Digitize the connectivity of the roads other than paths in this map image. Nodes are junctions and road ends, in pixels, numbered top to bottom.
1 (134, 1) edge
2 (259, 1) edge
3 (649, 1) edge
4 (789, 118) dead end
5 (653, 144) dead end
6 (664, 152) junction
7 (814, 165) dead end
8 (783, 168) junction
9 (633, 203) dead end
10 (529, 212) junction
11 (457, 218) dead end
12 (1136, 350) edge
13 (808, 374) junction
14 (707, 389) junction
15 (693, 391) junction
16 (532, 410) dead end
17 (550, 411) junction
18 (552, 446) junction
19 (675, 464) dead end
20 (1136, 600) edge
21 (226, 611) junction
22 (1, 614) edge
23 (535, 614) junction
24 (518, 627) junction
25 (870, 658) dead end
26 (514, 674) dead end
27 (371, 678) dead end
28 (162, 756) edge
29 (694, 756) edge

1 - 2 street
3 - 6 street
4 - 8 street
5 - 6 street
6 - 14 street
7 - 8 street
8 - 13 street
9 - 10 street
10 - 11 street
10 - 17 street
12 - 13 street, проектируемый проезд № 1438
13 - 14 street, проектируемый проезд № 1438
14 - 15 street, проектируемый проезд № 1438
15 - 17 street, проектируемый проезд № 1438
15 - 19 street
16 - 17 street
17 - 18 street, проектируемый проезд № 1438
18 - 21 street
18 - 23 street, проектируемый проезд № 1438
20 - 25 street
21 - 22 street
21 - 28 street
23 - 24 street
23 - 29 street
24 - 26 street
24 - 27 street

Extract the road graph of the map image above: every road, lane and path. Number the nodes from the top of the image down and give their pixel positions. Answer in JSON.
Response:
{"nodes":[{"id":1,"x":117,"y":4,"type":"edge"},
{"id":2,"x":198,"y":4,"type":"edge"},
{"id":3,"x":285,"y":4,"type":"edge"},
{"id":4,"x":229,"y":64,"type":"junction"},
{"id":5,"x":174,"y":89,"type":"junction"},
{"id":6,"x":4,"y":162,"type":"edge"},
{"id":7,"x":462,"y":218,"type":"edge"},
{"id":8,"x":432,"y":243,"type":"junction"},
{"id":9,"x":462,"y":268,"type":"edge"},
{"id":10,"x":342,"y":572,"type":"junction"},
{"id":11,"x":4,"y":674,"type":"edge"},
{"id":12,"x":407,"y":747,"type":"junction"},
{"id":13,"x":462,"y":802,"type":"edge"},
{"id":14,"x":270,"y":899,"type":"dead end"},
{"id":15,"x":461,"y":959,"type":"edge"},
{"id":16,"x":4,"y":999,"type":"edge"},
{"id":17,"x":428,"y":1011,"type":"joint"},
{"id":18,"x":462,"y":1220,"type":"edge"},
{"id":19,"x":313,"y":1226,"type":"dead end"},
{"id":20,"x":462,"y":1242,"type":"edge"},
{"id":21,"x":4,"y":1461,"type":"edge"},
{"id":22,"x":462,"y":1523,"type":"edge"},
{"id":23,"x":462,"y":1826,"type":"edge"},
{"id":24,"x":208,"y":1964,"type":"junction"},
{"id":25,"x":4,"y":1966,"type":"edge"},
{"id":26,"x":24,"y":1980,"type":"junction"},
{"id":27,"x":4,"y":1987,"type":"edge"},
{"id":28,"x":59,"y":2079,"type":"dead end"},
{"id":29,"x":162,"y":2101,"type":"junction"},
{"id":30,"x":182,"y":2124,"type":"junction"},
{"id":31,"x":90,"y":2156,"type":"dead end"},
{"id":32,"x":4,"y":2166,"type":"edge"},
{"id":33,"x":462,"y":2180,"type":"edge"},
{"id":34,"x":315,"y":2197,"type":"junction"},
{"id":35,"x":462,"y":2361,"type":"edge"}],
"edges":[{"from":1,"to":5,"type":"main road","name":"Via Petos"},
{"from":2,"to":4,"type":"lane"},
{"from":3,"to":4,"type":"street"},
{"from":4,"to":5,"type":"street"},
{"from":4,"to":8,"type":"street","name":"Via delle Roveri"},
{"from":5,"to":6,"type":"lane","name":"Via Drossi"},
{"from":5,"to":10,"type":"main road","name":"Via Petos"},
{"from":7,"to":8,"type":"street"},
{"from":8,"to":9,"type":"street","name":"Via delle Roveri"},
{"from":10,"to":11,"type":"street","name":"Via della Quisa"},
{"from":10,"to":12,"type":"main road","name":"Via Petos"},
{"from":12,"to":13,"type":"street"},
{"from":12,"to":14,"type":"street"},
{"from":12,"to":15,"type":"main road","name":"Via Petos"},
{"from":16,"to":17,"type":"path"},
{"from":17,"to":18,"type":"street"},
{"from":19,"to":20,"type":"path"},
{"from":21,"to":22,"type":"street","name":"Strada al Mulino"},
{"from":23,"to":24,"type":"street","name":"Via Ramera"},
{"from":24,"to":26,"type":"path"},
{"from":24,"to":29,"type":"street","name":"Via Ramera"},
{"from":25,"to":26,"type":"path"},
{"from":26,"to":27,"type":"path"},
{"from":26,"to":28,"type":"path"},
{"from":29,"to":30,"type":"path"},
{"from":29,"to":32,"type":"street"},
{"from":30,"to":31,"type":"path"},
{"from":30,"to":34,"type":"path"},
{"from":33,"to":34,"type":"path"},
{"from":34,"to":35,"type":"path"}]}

_What to work on_.
Throughout the data above, count the lines where the word "Roveri" occurs, and report that figure alone.

_Written solution_.
2